• Work required: Pick every line from the data below that contains the string "highway" and copy it.

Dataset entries
━━━
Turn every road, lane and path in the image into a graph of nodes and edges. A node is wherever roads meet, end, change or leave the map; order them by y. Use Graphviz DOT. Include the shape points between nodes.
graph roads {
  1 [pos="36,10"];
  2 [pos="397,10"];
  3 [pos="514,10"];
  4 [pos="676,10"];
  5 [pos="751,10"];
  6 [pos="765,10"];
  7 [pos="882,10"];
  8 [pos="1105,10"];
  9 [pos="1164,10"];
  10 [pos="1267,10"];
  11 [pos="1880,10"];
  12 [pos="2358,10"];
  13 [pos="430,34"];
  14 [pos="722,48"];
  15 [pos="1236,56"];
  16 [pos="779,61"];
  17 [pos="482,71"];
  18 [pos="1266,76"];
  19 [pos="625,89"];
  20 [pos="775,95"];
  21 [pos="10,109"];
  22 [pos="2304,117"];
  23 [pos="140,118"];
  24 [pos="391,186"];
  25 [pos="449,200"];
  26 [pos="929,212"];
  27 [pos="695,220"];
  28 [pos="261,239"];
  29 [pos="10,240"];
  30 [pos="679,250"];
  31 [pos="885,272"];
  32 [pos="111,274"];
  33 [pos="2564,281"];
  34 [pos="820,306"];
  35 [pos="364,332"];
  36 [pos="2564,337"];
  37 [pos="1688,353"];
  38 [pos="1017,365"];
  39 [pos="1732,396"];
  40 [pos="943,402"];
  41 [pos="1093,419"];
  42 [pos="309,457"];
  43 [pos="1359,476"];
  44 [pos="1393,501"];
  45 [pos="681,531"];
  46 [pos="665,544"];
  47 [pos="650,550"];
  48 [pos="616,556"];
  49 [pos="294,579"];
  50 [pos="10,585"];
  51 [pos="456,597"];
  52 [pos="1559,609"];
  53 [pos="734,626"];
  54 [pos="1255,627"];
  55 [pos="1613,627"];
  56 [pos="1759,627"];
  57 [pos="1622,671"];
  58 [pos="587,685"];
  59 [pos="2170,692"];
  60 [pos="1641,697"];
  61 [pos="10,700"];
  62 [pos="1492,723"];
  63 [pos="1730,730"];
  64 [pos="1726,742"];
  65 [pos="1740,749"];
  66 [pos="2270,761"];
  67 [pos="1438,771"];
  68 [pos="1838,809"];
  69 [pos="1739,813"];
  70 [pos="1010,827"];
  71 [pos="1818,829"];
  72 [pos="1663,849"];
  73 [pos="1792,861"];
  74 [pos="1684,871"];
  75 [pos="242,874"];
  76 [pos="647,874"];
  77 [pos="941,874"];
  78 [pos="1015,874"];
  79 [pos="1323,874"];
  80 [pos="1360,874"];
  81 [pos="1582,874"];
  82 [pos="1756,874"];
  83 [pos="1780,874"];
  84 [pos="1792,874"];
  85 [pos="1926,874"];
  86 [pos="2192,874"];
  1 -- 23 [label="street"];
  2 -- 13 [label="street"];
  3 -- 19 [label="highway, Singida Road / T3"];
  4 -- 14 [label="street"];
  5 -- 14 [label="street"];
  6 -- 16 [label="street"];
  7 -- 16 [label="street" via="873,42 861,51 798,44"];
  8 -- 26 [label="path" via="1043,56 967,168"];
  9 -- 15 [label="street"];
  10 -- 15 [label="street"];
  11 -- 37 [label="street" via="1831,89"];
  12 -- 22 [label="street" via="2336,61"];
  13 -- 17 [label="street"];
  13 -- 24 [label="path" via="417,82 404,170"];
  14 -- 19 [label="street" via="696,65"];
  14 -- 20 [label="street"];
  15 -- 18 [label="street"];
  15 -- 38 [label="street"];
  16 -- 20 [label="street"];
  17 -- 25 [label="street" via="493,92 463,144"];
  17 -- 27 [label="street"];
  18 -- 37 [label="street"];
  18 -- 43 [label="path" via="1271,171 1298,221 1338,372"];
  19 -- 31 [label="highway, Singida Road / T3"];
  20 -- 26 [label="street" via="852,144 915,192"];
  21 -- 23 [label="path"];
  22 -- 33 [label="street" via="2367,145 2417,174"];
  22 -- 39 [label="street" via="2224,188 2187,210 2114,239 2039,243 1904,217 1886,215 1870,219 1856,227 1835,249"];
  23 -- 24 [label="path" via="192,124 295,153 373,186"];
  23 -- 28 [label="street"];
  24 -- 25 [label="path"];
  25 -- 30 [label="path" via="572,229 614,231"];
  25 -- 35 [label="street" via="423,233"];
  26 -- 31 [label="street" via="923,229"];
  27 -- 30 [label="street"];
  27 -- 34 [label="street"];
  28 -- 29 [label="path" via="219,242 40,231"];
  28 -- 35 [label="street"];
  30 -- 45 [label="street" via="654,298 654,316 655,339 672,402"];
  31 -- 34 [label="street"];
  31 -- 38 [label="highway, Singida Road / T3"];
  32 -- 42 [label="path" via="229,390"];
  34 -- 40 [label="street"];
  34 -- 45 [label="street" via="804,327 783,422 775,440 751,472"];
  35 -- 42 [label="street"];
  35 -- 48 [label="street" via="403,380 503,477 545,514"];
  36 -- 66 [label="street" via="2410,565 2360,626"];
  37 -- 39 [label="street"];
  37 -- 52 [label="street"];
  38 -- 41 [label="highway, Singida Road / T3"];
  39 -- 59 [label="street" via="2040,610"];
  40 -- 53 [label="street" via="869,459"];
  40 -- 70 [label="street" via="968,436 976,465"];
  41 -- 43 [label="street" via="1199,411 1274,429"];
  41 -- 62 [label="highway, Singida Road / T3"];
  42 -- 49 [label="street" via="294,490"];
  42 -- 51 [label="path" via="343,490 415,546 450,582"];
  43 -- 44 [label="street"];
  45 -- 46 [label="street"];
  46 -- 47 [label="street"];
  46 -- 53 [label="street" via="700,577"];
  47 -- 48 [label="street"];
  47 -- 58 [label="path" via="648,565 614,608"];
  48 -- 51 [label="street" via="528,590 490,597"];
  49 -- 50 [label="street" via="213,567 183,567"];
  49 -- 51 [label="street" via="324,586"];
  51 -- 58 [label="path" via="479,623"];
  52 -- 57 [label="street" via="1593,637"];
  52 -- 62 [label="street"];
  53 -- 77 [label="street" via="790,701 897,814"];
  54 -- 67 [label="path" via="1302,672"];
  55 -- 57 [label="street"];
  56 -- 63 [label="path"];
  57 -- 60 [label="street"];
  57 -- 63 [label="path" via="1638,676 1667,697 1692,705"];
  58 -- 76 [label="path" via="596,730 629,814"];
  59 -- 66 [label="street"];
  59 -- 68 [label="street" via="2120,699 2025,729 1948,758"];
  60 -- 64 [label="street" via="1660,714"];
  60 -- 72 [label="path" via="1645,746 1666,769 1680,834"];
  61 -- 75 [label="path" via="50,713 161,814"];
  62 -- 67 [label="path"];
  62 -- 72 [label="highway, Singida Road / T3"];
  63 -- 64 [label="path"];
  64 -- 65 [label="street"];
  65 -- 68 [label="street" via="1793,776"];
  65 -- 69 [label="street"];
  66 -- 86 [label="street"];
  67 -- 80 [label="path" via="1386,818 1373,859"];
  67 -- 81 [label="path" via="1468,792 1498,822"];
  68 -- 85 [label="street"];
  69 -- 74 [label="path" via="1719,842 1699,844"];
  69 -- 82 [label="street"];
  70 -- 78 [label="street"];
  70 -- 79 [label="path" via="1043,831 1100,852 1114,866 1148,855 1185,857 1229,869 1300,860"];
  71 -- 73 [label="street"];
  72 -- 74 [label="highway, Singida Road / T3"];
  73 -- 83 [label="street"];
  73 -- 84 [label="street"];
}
━━━
• Answer to this task:
  3 -- 19 [label="highway, Singida Road / T3"];
  19 -- 31 [label="highway, Singida Road / T3"];
  31 -- 38 [label="highway, Singida Road / T3"];
  38 -- 41 [label="highway, Singida Road / T3"];
  41 -- 62 [label="highway, Singida Road / T3"];
  62 -- 72 [label="highway, Singida Road / T3"];
  72 -- 74 [label="highway, Singida Road / T3"];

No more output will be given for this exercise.